#### WORK INSTRUCTIONS
Transcribe the listing below in full, exactly, with no images.

#### STORED DATA
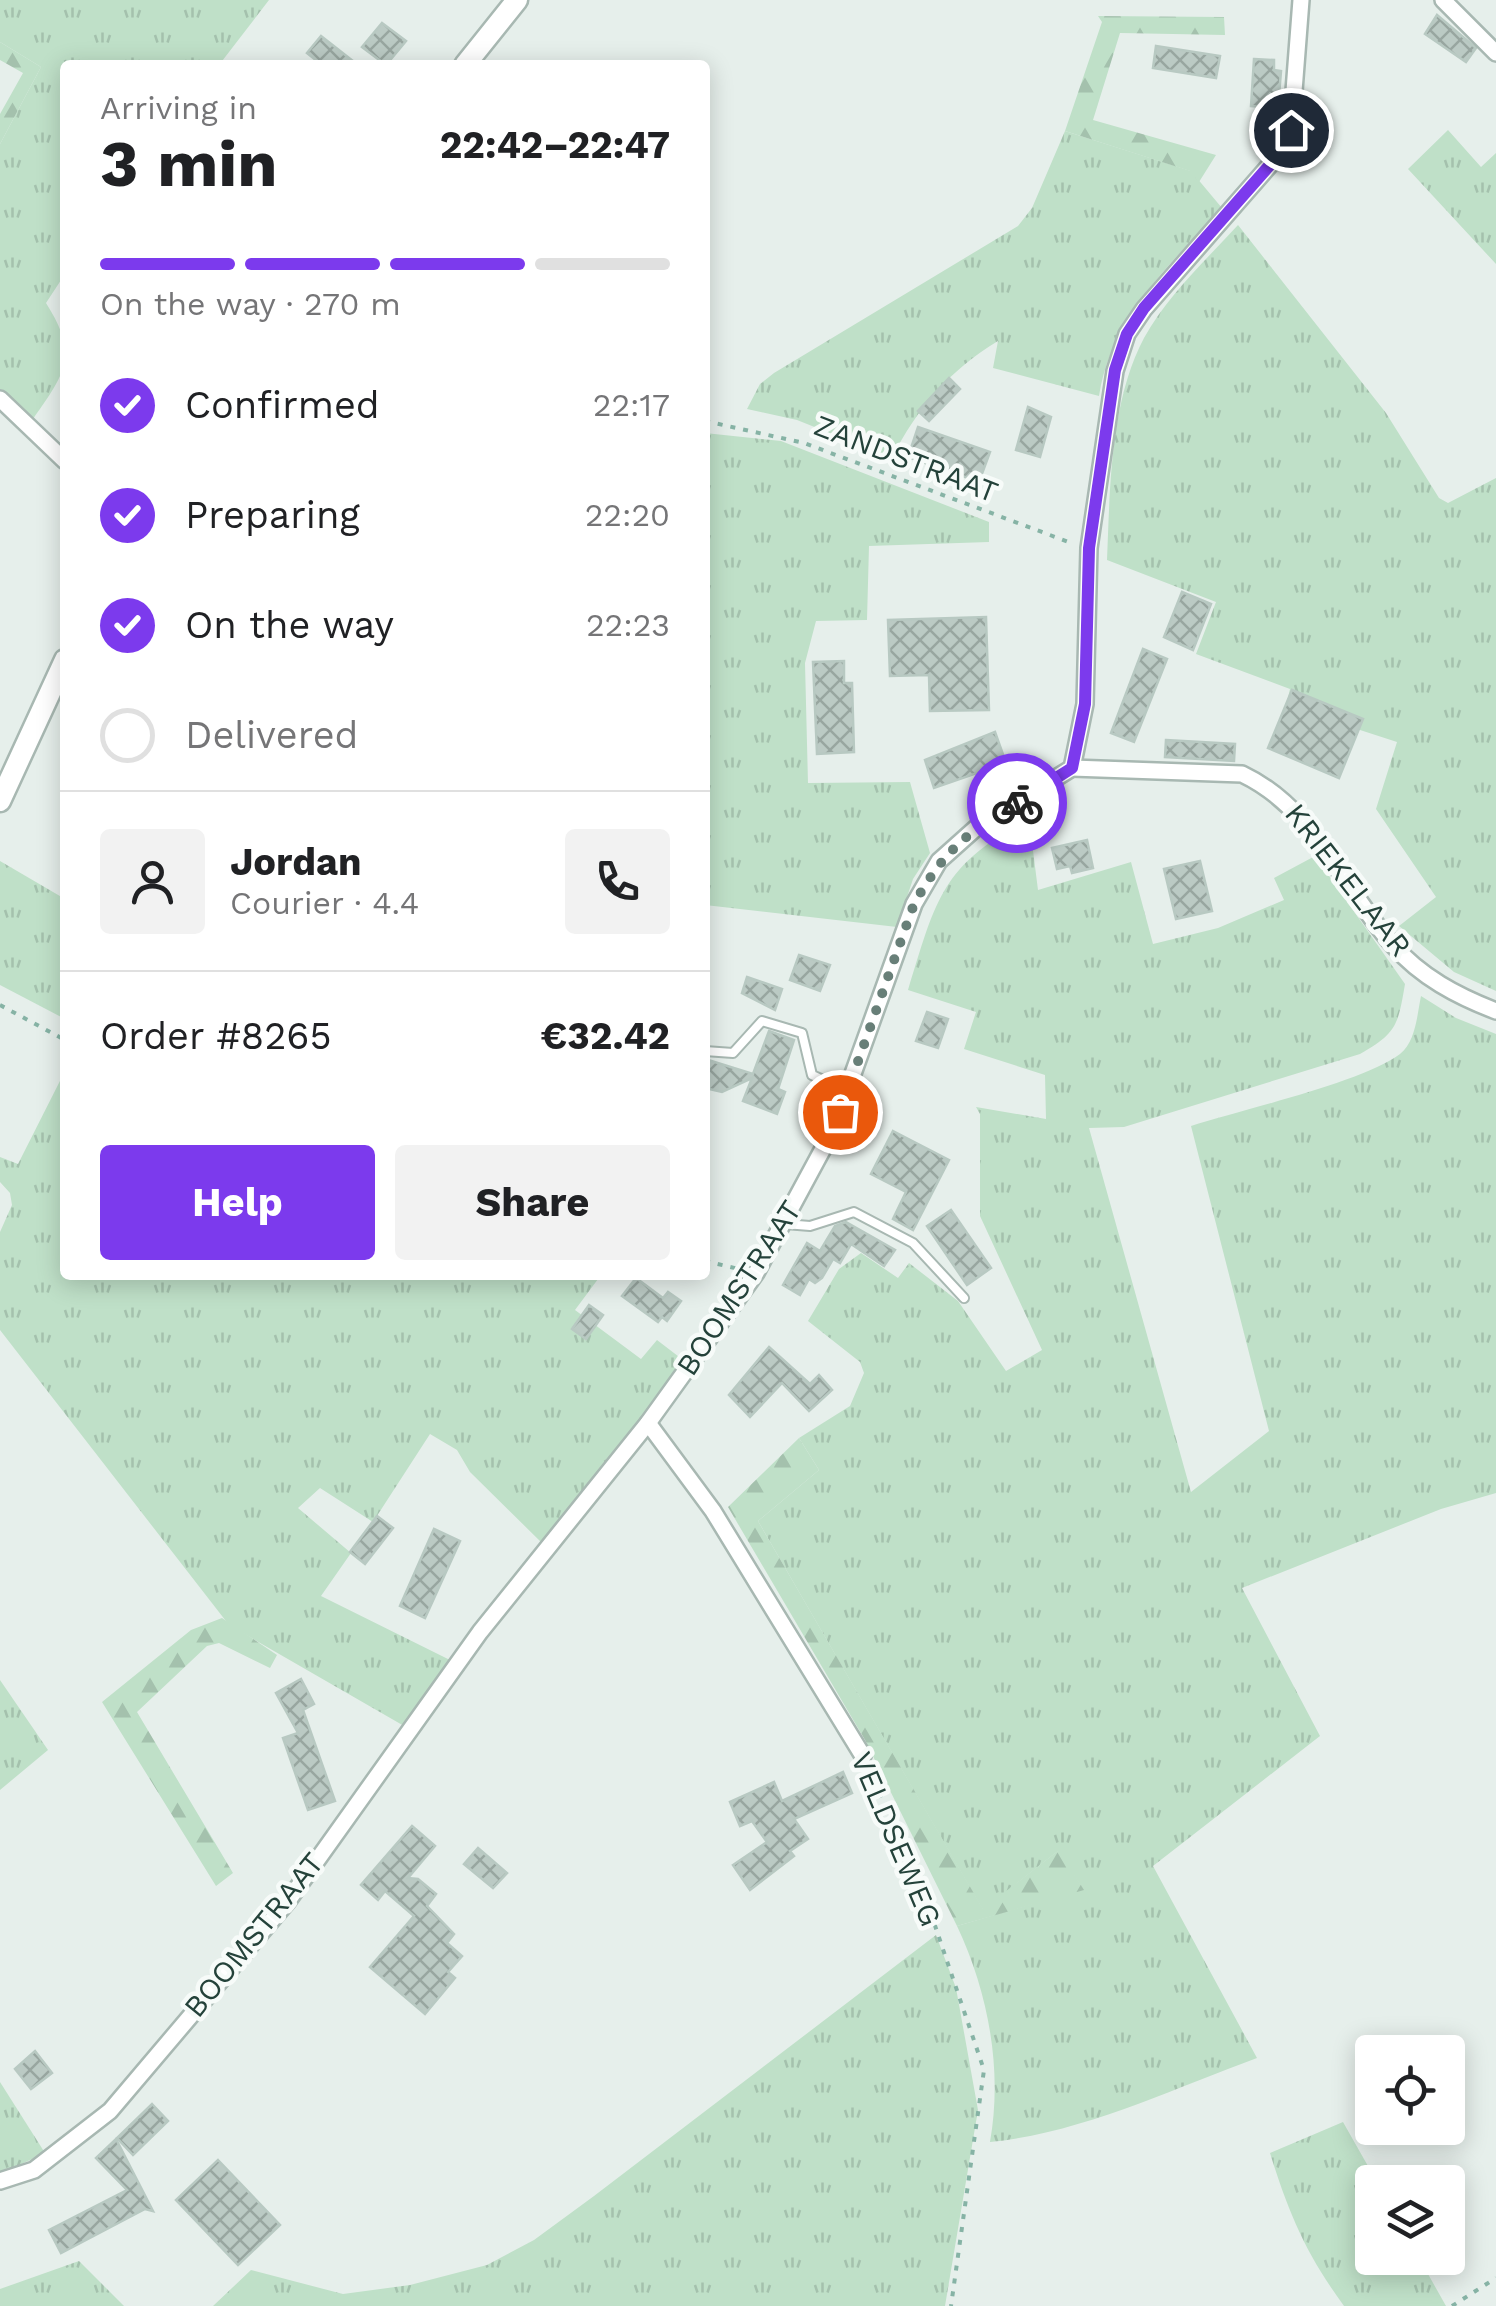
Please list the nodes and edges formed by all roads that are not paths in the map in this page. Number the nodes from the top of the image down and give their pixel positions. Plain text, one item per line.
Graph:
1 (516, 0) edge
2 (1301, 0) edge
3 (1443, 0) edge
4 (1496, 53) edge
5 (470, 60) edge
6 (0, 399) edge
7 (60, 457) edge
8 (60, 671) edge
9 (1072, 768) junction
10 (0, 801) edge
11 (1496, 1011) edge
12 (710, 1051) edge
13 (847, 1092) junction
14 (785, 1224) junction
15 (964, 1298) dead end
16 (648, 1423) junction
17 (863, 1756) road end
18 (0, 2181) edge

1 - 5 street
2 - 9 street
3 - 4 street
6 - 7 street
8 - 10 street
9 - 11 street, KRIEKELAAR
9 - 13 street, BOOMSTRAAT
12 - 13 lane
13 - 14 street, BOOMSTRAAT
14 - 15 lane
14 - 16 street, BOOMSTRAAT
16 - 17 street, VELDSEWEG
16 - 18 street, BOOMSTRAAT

#### TASK SOLUTION
Please list the nodes and edges formed by all roads that are not paths in the map in this page. Number the nodes from the top of the image down and give their pixel positions. Plain text, one item per line.
Graph:
1 (516, 0) edge
2 (1301, 0) edge
3 (1443, 0) edge
4 (1496, 53) edge
5 (470, 60) edge
6 (0, 399) edge
7 (60, 457) edge
8 (60, 671) edge
9 (1072, 768) junction
10 (0, 801) edge
11 (1496, 1011) edge
12 (710, 1051) edge
13 (847, 1092) junction
14 (785, 1224) junction
15 (964, 1298) dead end
16 (648, 1423) junction
17 (863, 1756) road end
18 (0, 2181) edge

1 - 5 street
2 - 9 street
3 - 4 street
6 - 7 street
8 - 10 street
9 - 11 street, KRIEKELAAR
9 - 13 street, BOOMSTRAAT
12 - 13 lane
13 - 14 street, BOOMSTRAAT
14 - 15 lane
14 - 16 street, BOOMSTRAAT
16 - 17 street, VELDSEWEG
16 - 18 street, BOOMSTRAAT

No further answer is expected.